**What the exercise asks:** Determine how many lines of the material below contain "Prée". Report only that figure.

════════

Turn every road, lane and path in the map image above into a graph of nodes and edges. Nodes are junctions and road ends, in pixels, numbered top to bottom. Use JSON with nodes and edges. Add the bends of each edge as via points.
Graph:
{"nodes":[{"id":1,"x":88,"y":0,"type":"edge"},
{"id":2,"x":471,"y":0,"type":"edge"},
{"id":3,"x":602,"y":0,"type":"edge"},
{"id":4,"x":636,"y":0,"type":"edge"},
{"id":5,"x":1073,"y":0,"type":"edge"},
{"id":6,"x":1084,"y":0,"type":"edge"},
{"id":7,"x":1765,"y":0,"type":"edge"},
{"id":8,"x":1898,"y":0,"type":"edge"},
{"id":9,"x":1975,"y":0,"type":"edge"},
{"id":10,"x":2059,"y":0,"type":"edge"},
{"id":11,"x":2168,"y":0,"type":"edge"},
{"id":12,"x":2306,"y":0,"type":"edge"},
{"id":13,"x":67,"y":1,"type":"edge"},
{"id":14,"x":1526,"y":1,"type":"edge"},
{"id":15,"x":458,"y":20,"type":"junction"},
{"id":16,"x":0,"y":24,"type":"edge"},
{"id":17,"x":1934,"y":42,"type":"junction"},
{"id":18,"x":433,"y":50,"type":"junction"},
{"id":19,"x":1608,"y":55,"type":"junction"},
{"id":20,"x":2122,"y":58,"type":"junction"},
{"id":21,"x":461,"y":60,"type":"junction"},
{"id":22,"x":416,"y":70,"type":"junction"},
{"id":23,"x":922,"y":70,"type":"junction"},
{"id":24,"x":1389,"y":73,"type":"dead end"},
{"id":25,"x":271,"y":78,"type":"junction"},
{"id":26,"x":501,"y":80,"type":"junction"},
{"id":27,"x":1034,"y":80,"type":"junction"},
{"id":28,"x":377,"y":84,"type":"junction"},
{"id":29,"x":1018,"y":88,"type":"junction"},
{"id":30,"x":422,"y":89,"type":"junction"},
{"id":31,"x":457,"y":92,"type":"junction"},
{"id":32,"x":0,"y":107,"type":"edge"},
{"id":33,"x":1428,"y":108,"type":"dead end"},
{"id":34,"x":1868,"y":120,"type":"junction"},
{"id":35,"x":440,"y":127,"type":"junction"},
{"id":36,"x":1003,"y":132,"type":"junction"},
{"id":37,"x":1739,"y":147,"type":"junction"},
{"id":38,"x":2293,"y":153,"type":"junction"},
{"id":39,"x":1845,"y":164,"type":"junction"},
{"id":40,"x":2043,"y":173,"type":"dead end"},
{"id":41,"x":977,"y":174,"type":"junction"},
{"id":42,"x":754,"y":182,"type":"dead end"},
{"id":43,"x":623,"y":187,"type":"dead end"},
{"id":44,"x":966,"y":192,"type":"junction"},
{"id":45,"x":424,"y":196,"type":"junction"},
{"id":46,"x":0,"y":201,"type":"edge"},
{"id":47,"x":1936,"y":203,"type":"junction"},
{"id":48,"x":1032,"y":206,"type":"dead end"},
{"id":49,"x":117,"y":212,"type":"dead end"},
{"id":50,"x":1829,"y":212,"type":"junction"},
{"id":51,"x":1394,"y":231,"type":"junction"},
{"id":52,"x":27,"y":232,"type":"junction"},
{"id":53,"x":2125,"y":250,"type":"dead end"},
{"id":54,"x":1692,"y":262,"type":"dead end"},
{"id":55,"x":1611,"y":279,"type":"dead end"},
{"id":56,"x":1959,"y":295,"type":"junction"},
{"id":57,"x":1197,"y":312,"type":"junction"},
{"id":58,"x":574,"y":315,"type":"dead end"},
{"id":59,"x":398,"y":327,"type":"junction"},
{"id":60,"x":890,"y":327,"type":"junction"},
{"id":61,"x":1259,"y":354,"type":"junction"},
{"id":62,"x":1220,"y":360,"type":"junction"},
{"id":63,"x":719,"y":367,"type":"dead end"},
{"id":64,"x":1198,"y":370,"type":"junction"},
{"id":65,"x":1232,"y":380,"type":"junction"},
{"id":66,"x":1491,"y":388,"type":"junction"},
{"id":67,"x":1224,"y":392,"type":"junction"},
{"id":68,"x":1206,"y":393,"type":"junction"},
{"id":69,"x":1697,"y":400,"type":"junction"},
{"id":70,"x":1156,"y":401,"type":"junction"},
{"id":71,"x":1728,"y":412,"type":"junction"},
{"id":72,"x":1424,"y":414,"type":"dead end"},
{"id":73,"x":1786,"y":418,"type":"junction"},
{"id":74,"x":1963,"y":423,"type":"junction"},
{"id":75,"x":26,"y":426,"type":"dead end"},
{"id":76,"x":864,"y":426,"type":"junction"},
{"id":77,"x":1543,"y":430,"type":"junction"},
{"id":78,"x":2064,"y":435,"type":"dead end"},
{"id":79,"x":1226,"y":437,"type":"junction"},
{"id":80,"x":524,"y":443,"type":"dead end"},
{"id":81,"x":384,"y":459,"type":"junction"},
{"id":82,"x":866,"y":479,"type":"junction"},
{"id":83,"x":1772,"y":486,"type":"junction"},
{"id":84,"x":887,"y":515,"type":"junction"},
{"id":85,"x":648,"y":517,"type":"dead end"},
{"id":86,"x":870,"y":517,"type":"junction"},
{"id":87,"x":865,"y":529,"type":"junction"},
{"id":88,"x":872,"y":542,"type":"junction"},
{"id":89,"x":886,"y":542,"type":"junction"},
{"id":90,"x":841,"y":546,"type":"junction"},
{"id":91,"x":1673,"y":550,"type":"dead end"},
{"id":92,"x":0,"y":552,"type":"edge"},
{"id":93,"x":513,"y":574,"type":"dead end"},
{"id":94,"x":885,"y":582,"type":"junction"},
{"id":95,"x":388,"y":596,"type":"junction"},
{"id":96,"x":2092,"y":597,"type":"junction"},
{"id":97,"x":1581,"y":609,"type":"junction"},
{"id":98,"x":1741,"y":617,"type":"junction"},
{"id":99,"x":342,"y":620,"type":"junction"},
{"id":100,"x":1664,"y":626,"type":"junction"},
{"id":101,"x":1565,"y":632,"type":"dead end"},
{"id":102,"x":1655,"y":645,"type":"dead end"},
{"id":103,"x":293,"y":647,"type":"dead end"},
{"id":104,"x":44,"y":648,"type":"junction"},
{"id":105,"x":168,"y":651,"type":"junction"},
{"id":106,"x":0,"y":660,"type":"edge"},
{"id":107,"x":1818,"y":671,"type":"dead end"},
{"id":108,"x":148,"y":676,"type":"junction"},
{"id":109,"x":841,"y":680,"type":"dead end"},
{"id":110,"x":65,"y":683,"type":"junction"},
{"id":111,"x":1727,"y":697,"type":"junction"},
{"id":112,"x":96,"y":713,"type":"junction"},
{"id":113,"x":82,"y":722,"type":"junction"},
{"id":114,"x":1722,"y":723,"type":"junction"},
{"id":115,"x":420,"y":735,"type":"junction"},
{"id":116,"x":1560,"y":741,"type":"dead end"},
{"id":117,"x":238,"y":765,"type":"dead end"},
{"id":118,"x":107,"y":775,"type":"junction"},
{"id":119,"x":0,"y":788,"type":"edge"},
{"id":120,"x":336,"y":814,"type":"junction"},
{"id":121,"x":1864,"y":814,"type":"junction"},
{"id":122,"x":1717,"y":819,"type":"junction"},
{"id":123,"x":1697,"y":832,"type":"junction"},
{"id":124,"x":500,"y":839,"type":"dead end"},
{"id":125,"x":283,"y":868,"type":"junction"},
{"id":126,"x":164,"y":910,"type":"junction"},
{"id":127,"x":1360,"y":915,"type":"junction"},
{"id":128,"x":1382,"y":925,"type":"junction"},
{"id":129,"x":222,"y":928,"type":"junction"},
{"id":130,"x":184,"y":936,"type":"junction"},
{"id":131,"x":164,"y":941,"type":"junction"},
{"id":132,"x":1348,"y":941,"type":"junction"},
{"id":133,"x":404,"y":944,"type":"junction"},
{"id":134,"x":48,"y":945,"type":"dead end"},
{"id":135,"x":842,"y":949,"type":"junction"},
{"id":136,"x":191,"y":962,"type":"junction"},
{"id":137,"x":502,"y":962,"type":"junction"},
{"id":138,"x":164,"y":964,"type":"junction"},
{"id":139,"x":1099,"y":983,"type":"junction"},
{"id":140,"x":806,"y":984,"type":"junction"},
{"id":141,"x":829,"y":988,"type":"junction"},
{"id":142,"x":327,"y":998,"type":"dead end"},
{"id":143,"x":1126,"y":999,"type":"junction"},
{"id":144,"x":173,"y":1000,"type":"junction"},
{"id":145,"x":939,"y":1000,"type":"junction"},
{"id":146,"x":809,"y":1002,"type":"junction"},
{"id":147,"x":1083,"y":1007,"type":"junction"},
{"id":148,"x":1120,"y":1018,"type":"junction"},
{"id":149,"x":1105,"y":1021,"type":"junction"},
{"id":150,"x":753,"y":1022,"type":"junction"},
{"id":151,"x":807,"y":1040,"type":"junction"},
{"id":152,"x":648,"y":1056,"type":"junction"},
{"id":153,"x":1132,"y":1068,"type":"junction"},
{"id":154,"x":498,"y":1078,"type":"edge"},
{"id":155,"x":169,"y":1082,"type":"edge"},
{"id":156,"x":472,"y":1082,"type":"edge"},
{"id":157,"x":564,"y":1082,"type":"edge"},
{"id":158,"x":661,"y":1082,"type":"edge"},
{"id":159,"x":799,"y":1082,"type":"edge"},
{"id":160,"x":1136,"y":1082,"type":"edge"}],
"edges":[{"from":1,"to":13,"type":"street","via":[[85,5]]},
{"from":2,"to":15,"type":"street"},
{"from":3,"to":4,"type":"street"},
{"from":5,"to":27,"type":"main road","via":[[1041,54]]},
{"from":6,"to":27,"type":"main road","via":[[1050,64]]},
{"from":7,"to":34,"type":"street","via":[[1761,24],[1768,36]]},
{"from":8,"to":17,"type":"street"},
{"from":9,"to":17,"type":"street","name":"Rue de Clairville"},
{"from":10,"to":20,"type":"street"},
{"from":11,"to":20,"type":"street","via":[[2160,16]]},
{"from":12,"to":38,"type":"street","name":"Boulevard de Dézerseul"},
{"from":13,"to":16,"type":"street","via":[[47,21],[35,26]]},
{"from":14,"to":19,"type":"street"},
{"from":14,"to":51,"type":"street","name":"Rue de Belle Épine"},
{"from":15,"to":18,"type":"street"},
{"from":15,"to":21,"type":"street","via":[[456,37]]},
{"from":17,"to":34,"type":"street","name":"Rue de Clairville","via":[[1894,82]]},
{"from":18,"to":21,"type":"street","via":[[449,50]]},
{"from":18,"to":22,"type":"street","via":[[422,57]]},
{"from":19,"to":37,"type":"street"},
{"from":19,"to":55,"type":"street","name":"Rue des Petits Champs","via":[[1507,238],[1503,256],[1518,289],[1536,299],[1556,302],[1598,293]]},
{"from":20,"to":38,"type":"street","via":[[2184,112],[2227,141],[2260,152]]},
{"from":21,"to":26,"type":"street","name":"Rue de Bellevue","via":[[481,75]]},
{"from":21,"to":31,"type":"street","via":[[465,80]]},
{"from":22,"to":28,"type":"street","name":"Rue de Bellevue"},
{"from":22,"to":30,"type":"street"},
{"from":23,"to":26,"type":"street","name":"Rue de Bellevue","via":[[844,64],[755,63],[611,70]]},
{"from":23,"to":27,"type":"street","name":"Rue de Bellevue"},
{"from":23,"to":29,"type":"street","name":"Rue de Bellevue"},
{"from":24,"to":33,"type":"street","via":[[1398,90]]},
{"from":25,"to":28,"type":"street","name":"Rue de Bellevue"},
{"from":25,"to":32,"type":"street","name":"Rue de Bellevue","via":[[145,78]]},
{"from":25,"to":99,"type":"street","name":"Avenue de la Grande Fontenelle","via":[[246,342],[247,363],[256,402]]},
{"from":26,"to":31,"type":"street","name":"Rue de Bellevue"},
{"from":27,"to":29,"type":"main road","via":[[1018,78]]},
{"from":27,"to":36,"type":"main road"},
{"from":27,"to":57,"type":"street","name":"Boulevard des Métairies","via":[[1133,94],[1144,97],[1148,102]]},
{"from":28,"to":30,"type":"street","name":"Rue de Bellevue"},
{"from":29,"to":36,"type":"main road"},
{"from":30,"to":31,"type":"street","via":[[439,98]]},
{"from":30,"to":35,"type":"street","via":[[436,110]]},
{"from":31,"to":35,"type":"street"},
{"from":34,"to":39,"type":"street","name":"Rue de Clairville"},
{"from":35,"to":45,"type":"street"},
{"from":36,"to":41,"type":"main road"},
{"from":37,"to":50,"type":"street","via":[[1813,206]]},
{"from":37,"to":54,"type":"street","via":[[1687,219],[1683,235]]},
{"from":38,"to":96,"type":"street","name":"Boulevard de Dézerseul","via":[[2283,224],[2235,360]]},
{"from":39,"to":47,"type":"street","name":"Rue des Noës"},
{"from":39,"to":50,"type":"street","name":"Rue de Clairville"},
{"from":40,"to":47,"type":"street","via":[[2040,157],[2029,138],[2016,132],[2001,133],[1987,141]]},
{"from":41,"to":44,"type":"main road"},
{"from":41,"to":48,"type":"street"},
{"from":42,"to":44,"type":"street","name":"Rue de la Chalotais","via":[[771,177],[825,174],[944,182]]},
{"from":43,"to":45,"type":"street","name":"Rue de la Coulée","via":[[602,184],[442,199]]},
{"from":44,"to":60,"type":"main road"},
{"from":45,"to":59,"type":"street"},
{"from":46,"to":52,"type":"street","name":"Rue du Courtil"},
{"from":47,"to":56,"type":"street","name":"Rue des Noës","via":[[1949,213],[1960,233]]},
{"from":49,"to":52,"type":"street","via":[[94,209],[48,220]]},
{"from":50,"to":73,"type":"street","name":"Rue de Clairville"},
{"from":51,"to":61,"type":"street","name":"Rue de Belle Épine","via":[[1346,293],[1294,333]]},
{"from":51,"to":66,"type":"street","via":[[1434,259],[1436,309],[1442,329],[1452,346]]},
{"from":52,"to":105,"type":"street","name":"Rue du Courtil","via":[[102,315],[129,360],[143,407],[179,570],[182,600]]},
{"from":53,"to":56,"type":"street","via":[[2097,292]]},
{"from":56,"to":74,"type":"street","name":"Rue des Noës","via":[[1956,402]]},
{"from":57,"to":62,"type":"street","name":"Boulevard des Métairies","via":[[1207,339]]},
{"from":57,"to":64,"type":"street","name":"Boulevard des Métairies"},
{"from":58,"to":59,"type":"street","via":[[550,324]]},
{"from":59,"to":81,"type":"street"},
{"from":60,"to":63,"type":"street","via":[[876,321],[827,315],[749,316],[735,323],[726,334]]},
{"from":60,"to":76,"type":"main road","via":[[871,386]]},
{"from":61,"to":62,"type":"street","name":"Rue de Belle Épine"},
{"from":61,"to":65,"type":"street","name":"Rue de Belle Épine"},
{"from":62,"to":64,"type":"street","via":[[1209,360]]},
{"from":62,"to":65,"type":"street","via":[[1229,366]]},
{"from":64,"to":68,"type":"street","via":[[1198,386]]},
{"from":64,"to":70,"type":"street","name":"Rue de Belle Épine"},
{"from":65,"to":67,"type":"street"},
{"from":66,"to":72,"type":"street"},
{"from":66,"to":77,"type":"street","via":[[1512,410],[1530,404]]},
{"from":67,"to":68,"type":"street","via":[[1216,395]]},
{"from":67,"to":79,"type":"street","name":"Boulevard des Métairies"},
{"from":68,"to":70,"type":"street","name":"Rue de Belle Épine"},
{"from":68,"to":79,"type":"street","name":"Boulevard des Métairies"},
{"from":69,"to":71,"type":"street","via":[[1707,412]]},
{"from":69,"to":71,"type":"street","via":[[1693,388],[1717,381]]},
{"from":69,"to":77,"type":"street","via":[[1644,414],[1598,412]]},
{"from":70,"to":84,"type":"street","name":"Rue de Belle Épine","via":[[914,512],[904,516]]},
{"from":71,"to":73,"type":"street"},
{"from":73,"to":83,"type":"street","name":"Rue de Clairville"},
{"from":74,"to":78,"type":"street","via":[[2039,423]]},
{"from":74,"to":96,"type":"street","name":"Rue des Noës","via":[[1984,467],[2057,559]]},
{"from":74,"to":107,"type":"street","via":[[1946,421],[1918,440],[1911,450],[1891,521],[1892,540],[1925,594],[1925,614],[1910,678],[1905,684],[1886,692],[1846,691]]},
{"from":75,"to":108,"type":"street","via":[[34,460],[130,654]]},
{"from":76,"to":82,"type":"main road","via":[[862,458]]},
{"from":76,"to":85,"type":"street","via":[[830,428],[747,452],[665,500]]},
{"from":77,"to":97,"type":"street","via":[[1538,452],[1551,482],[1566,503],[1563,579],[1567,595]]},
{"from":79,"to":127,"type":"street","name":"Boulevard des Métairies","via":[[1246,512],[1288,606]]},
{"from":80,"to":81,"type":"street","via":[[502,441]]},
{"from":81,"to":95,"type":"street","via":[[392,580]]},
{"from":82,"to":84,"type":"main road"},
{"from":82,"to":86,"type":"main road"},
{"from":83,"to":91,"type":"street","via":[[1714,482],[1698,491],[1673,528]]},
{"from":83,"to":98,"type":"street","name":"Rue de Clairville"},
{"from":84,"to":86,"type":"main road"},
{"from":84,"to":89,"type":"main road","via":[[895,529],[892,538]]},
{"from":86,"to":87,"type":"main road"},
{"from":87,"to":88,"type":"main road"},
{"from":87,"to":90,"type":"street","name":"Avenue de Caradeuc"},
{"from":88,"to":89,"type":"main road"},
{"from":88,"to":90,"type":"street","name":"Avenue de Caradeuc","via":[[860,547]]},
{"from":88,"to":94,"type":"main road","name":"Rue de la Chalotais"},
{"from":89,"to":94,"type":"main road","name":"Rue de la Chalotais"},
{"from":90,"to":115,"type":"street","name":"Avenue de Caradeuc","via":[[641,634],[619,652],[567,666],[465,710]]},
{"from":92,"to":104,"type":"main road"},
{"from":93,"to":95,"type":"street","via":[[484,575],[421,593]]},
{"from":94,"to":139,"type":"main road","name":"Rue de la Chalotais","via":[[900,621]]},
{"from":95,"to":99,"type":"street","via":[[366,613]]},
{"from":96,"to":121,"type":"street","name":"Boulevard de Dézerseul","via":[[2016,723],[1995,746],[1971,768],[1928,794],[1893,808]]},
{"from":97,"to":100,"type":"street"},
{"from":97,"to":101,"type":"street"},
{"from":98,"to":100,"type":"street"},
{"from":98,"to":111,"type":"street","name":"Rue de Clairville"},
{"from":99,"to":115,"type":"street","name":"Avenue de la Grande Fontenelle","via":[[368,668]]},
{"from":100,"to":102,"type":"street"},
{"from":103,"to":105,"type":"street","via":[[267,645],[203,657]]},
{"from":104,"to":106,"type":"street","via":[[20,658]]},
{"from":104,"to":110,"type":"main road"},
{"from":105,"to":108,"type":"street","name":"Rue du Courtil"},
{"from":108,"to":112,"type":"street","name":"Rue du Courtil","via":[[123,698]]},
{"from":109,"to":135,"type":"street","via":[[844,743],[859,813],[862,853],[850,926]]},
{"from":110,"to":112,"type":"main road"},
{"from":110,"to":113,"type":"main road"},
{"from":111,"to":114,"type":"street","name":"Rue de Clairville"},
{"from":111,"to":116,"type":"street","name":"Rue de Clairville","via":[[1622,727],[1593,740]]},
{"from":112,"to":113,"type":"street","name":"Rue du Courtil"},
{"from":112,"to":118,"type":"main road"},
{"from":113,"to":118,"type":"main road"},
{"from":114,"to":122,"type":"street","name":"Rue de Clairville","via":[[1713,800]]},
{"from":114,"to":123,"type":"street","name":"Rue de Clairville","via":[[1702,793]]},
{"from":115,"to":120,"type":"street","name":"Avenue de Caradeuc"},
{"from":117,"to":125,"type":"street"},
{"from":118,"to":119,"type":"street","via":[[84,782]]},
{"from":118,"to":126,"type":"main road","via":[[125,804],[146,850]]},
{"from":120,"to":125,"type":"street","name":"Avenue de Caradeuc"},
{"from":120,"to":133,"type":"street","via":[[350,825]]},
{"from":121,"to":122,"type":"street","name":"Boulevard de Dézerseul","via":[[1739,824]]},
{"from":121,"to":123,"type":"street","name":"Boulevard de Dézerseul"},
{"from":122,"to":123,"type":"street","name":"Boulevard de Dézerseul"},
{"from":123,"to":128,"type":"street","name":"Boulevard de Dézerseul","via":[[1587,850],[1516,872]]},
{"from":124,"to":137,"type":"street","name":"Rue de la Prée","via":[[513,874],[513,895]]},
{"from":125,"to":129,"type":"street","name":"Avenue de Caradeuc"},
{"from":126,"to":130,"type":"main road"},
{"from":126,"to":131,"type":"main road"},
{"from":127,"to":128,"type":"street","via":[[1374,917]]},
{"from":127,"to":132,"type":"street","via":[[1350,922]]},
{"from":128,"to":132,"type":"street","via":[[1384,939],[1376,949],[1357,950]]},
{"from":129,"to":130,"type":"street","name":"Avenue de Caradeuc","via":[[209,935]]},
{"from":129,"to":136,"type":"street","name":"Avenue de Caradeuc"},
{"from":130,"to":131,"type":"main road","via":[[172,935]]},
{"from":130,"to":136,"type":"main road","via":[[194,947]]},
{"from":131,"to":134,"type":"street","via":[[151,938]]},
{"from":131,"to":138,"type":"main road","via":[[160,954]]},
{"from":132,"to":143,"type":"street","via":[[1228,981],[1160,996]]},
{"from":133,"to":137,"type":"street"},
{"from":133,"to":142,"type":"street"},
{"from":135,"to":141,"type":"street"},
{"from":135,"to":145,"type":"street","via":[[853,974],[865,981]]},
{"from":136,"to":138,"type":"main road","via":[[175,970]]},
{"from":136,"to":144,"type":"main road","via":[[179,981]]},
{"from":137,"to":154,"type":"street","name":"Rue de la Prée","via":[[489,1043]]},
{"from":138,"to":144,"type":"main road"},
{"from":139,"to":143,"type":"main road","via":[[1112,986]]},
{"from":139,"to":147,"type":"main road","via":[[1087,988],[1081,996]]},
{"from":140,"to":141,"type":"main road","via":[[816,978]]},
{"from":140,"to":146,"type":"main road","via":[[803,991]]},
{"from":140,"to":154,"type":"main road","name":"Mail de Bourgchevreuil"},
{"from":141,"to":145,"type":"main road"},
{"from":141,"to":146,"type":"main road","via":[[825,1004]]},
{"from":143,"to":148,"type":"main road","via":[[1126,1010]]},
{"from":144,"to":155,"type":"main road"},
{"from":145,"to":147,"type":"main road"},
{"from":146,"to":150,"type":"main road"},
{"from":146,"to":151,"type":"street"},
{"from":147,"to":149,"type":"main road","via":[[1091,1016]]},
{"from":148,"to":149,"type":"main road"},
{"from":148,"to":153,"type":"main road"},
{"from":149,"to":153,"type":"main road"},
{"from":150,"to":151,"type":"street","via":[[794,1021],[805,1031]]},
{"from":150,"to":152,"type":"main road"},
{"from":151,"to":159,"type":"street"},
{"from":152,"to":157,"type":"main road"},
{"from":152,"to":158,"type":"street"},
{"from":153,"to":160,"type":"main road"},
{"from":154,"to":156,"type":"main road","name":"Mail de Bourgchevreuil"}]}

════════

**Solution for this exercise:** 2